For instance what would you expect to lose/gain when selling on a year later say a Nait XS?

In my case...

Nait 5i bought for £750 brand new. Sold for £560 after 26 months.

Naim CD5i bought for £750 brand new. Sold for £550 after 26 months.

Naim NAT05 bought for £450 used. Sold for £450 after 22 months use.

Naim nSAT speakers bought for £450 (ex-demo) sold for £420 after 18 months use.

None of those figures included the p&p (about £25 per item) that I added on.

Had I bought the entire system used/ex-demo (rather than just the tuner and speakers) then I would have hardly lost any money at all.

All but one of my components sold on "buy it now" which - under the old tarriffs - meant my ebay/paypal fees were quite low. (That has changed now.) In the case of the Nait 5i, I put in on "buy it now" for £480 but (accidently) left the option to bid, so it went on to get £560 instead.
 
chebby said:
In my case...

Nait 5i bought for £750 brand new.
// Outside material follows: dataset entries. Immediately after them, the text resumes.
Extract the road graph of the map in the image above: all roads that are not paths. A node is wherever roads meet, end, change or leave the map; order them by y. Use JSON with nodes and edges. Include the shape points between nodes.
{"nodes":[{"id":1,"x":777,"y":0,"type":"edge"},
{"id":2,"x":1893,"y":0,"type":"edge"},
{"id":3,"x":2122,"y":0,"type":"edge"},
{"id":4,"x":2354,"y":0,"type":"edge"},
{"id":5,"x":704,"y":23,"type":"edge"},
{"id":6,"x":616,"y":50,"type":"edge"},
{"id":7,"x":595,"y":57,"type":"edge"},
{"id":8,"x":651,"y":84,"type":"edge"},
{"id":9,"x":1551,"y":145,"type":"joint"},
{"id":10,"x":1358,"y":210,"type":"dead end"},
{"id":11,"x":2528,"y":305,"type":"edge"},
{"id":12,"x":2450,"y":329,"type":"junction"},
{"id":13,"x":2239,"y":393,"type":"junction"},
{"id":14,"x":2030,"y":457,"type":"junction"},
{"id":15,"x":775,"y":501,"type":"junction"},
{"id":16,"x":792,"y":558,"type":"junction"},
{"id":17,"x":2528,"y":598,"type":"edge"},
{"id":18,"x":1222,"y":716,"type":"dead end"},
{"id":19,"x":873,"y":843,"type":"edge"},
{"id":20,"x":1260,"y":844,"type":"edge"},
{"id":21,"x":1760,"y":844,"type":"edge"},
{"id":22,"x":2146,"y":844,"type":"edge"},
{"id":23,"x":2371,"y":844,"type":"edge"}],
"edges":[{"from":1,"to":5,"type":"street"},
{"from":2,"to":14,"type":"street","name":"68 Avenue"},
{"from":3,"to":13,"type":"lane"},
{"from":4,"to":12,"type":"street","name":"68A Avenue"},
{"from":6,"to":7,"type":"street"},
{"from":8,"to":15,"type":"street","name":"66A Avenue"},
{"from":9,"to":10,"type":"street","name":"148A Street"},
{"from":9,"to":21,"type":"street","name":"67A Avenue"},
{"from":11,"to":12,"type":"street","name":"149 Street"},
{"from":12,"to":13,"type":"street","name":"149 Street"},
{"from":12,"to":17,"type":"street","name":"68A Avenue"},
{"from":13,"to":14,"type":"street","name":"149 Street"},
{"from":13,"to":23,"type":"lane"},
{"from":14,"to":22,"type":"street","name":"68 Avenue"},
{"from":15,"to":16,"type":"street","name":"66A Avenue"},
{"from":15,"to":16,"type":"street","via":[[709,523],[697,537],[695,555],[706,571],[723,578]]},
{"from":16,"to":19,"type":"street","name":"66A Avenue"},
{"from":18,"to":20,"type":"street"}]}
Sold for £560 after 26 months.

Naim CD5i bought for £750 brand new. Sold for £550 after 26 months.

Naim NAT05 bought for £450 used. Sold for £450 after 22 months use.

Naim nSAT speakers bought for £450 (ex-demo) sold for £420 after 18 months use.
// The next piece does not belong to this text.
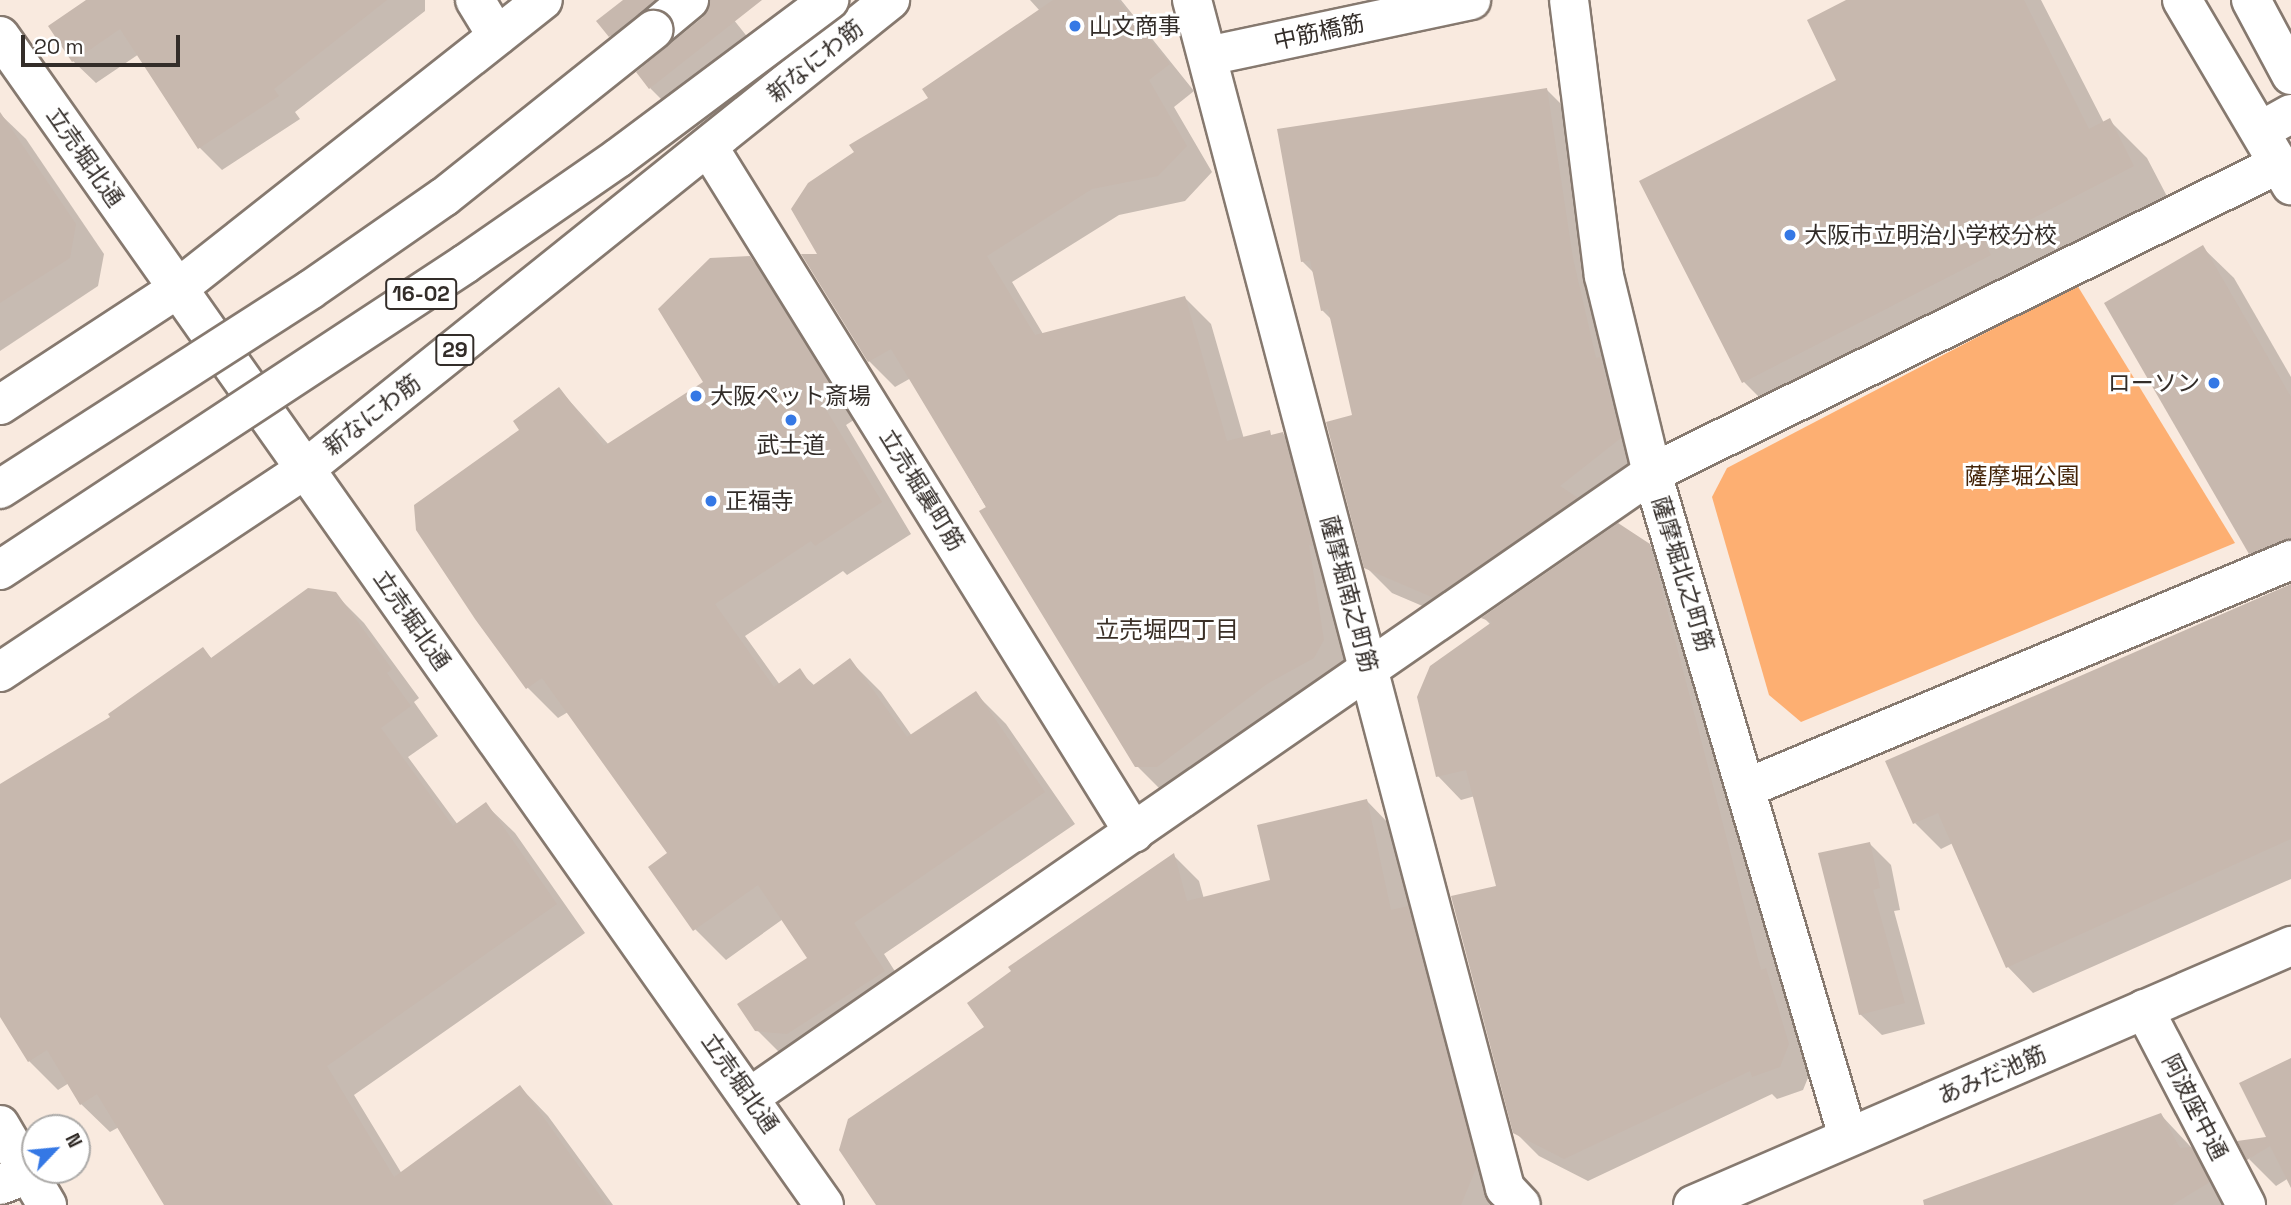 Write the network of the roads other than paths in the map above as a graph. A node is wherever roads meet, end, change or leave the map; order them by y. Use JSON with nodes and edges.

None of those figures included the p&p (about £25 per item) that I added on.

Had I bought the entire system used (rather than just the tuner and speakers) then I would have hardly lost any money at all.

All but one of my components sold on "buy it now" which - under the old tarriffs - meant my ebay/paypal fees were quite low. (That has changed now.) In the case of the Nait 5i, I put in on "buy it now" for £480 but (accidently) left the option to bid, so it went on to get £560 instead.

That's very impressive, chebby. I've only latterly begun to appreciate what holds its value and what doesn't. Had never previously bought any kit on that basis, but realising my 6 year-old Denon AV kit is virtually worthless, whereas 14 year-old Krell has good trade-in value, has brought this home.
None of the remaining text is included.